A defesa de Sipahi quer reverter a prisão preventiva dele alegando que existe baixo risco de fuga, já que ele possui vínculos com o Brasil, como empresa, mulher e filho, e evocando o risco de violação de direitos humanos caso ele seja extraditado.

"A ausência de imparcialidade e independência do Judiciário é característica marcante do governo autoritário de Erdogan", diz o advogado Theo Dias. "A Justiça brasileira não deve cooperar com um governo que não respeita a autonomia do Poder Judiciário e tratados internacionais de direitos humanos", afirma.

A Embaixada da Turquia no Brasil não comenta o caso de Sipahi por ser um processo em andamento, mas disse em nota que o Hizmet "se disfarçou como um movimento de educação" e "gradualmente se transformou em uma estrutura operacional sigilosa com o objetivo de transformar a sociedade, assumindo o controle do Estado turco".

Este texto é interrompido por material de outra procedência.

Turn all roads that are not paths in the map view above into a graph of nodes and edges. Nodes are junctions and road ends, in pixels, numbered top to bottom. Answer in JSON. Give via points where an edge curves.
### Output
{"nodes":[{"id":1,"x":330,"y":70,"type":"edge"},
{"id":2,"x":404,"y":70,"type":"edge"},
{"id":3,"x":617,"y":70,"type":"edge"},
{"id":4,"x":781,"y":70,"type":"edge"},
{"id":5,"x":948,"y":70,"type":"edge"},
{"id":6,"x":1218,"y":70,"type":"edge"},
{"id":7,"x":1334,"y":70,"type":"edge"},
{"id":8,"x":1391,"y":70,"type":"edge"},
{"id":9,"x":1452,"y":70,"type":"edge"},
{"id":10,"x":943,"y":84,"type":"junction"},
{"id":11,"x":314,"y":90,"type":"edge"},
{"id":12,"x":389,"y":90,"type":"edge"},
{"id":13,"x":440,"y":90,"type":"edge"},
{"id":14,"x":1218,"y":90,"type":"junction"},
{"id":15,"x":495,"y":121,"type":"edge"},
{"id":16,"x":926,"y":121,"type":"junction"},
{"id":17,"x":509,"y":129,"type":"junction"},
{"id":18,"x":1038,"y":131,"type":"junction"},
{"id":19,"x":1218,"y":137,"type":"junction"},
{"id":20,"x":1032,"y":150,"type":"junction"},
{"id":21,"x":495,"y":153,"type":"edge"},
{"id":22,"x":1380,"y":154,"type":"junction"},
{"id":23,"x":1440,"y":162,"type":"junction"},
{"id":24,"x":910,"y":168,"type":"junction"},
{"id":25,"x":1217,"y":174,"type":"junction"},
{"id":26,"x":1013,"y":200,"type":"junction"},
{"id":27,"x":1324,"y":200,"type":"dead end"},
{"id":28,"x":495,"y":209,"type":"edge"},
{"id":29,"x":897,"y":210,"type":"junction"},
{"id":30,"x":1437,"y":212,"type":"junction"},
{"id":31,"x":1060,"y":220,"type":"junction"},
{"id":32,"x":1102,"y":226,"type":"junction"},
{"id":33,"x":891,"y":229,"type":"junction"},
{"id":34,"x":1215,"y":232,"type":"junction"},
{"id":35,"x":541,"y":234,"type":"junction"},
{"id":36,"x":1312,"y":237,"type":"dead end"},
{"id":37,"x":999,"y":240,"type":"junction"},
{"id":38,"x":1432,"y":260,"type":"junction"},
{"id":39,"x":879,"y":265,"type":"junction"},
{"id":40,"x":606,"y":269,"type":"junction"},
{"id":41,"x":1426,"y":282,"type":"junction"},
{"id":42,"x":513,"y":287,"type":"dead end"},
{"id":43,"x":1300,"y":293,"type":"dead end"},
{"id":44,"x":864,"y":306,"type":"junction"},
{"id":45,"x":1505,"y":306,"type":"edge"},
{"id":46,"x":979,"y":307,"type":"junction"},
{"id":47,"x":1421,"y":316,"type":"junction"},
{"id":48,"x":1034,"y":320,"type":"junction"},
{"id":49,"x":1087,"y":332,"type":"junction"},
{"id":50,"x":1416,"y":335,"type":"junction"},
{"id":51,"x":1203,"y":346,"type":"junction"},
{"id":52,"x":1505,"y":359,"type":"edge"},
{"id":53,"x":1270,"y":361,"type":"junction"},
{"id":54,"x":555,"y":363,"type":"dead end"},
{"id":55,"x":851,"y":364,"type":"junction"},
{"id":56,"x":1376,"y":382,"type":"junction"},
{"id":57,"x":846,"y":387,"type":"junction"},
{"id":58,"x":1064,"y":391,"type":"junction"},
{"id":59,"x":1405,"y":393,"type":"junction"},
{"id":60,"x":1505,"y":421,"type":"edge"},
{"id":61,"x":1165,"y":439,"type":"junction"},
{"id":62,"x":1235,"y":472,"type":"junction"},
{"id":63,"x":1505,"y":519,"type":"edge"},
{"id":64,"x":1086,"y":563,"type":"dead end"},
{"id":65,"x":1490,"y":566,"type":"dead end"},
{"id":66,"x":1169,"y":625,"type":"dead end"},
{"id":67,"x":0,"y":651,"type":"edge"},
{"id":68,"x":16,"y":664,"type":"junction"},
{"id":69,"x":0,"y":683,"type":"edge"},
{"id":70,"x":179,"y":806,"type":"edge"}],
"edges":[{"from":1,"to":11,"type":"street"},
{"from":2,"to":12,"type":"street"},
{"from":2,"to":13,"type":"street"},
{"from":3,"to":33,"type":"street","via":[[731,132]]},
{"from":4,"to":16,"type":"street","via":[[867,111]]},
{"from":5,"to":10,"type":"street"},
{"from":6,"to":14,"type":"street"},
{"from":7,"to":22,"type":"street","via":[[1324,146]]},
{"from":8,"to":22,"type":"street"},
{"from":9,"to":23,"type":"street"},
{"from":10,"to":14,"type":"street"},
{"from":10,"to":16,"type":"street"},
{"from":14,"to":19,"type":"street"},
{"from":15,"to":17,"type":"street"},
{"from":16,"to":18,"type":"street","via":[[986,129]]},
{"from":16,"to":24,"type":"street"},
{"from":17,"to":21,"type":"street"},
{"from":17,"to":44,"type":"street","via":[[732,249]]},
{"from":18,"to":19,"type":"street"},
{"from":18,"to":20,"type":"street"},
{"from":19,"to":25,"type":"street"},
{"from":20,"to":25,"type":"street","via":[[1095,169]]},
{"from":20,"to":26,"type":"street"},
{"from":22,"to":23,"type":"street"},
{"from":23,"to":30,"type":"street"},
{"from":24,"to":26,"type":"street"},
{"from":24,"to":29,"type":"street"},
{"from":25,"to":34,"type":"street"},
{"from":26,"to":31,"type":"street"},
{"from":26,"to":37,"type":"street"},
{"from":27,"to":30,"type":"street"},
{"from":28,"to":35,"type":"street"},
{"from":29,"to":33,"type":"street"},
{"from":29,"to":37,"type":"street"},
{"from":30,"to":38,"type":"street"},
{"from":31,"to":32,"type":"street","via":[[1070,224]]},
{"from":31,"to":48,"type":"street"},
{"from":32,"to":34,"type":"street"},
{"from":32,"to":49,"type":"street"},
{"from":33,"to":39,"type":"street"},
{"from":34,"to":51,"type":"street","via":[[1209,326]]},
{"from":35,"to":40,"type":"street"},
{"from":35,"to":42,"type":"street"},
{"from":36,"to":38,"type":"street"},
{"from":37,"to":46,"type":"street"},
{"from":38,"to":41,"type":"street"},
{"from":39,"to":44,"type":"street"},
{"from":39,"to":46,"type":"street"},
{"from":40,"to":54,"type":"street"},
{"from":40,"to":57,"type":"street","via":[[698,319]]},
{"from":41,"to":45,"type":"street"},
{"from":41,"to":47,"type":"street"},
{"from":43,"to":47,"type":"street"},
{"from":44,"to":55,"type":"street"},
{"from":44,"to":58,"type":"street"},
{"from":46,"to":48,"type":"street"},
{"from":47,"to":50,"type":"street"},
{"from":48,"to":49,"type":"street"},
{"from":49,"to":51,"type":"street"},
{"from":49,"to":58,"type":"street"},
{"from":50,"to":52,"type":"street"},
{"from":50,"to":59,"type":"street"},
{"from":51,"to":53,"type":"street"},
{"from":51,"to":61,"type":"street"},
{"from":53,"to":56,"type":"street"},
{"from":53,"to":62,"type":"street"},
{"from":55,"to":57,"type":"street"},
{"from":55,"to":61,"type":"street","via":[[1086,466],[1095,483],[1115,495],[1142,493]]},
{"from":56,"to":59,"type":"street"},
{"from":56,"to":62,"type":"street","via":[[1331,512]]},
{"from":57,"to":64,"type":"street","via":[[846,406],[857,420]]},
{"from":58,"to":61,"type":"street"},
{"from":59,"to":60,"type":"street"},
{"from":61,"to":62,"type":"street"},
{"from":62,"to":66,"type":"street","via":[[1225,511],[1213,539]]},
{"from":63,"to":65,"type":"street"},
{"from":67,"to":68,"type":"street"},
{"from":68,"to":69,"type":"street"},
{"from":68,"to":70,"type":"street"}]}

"Fetullah Gülen é o líder de uma organização secreta, altamente hierárquica e antidemocrática (o chamado movimento Hizmet) que tentou o mais violento ataque terrorista da história turca na noite de 15 de julho de 2016", diz o texto.

De acordo com a nota, seus membros "pretendem se infiltrar e ampliar sua influência econômica e política global" e constituem uma ameaça à segurança da Turquia e dos outros países onde operam.

Segundo juristas, não há critérios objetivos para determinar se uma organização é terrorista. No caso de sanções, o Brasil segue as listas do Conselho de Segurança da ONU -- e o Hizmet não consta nelas.

Mas, no caso de extradição, ficará a critério do STF determinar se a acusação contra Ali configuraria crime no Brasil -- ou seja, se integrar o Hizmet equivale a participar de uma organização terrorista, de acordo com a lei brasileira.

"Todo mundo sabe que a Turquia é uma ditadura e que nós não somos um grupo terrorista armado", diz Goktepe. Ele também relata que os turcos que estão nas listas do governo como simpatizantes do Hizmet não conseguem renovar passaporte nem sequer entrar no consulado turco em São Paulo.

Declarações de apoio

No pedido de libertação de Sipahi, fazem declarações favoráveis a ele o ex-presidente Fernando Henrique Cardoso, o rabino Michel Schlesinger, da Congregação Israelita Paulista, e o cônego José Bizon, da Arquidiocese de São Paulo.

"Por meio de suas representações diplomáticas, o governo da Turquia não poupa esforços para atingir pessoas e instituições do Hizmet no exterior", diz FHC na declaração. Ele afirma que a fundação que leva seu nome foi procurada, assim como outras instituições, para cancelar cursos em parceria com o CCBT.

O sociólogo Sérgio Fausto, superintendente executivo da Fundação FHC e membro do conselho consultivo do CCBT, disse à reportagem que a acusação contra Sipahi "beira o absurdo" e que caracterizar o centro cultural como terrorista é uma "piada de mau gosto".

"É o Estado turco produzindo fake news para fazer uma perseguição sem paralelo contra aqueles que imagina que sejam seus inimigos políticos", afirma.